The course of the decisions in Michigan illustrates the influence of the Pennsylvania cases in the development of the felony murder rule in other jurisdictions. In People v. Podolski, 332 Mich. 508, 52 N. W. 2d 201 (Sup. Ct.), cert. den. 344 U. S. 845, 73 S. Ct. 62, 97 L. Ed. 657, reh. den. 344 U. S. 888, 73 S. Ct. 185, 97 L. Ed. 687 (1952), the bullet killing the deceased officer came from the revolver of a fellow *215officer attempting to stop defendant’s armed robbery of a bank. In affirming the murder conviction, the court adopted both the language and reasoning of the Pennsylvania court in the early case of Commonwealth v. Moyer, supra, to the effect that if a robber sets in motion a chain of events which should have been within his contemplation, he is liable for any death which results. 52 N. W. 2d at 204.
After the Pennsylvania court changed course in Redline, supra, the Michigan court followed suit in People v. Austin, 370 Mich. 12, 120 N. W. 2d 766 (Sup. Ct. 1963), where defendants’ indictments for the slaying of their accomplice by the robbery victim were quashed. Relying heavily on Pennsylvania’s curtailment of the expansion of the felony murder rule, the court, while not overruling Podolski, nonetheless refused to extend liability to instances where the deceased was a co-felon.

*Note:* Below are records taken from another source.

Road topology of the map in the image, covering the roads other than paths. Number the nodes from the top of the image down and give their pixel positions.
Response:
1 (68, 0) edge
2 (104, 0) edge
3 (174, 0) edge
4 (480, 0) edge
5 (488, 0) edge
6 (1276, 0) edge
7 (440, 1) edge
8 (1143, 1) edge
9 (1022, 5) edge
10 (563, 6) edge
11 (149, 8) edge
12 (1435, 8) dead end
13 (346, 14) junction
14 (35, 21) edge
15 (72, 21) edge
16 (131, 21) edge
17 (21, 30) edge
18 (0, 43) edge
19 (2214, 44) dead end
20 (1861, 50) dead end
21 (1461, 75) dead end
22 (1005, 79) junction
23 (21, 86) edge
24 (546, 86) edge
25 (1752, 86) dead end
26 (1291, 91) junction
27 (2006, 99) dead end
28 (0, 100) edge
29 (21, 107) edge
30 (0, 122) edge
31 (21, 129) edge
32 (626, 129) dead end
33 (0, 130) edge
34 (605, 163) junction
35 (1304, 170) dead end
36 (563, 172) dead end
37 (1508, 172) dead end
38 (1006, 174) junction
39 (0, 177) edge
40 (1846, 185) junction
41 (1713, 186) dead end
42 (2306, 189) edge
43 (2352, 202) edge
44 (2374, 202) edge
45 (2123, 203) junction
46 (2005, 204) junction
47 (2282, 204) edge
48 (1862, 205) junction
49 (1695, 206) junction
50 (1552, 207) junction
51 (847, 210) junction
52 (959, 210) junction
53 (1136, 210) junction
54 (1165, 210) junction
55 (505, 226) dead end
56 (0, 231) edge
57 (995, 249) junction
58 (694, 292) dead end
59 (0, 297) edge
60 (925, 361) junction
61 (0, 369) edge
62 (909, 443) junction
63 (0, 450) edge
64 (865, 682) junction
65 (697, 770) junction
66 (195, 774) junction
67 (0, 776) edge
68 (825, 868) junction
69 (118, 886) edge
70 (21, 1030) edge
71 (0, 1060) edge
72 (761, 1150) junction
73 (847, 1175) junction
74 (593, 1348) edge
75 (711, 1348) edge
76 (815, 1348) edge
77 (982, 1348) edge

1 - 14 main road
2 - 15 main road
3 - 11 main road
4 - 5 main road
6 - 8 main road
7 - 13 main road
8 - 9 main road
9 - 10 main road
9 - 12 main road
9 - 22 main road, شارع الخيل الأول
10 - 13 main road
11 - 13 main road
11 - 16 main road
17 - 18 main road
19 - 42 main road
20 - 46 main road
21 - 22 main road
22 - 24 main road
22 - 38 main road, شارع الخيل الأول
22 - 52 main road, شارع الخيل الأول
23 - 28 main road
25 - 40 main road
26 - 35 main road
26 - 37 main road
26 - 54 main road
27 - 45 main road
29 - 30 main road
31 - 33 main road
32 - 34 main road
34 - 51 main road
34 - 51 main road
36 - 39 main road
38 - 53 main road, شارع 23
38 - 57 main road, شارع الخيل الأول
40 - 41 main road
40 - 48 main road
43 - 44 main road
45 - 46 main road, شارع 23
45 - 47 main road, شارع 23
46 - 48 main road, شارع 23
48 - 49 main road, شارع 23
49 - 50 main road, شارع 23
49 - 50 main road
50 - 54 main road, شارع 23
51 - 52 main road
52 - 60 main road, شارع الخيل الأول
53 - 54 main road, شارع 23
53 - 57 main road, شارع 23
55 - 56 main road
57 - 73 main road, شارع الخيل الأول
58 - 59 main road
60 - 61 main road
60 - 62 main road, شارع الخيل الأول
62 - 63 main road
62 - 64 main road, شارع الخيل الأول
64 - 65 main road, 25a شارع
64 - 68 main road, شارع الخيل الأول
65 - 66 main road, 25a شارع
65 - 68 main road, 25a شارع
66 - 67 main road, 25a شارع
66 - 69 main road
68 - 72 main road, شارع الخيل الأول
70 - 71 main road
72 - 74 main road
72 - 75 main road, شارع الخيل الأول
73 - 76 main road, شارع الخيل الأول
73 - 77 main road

Although the Michigan Supreme Court has not had occasion to reconsider Podolski since, two intermediate appellate court decisions have cast doubt on its continued viability. In People v. Scott, 29 Mich. App. 549, 185 N. W. 2d 576 (Ct. App. 1971), the court rejected the application of tort proximate cause principles to homicide prosecutions. Although the case involved an involuntary manslaughter conviction for the death of a policeman in an automobile collision during an automobile chase, the court’s requirement of a “more direct causal connection between the criminal conduct of the defendant and the homicide charged” and its reliance on the later Pennsylvania decisions are equally applicable to charges of felony murder. In a case directly involving the felony murder rule, another lower appellate court held, in People v. Warren, 44 Mich. App. 567, 205 N. W. 2d 599 (Ct. App. 1973), that the operative fact in determining the applicability of the rule was whether the defendant did the killing, not the identity of the victim.
The Pennsylvania developments were also influential in Illinois. Prior to any of the Pennsylvania cases cited above, Illinois had adopted a rule of proximate causation in People *216v. Payne, 359 Ill. 246, 194 N. E. 539 (Sup. Ct. 1935), where a felon’s conviction of murder for the death of a bystander was affirmed despite the absence of any proof of who fired the fatal shot. The court found this fact immaterial (194 N. E. at 543):
It reasonably might be anticipated that an attempted robbery -would meet with resistance, during which the victim might be shot either by himself or some one else in attempting to prevent the robbery, and those attempting to perpetrate the robbery would be guilty of murder.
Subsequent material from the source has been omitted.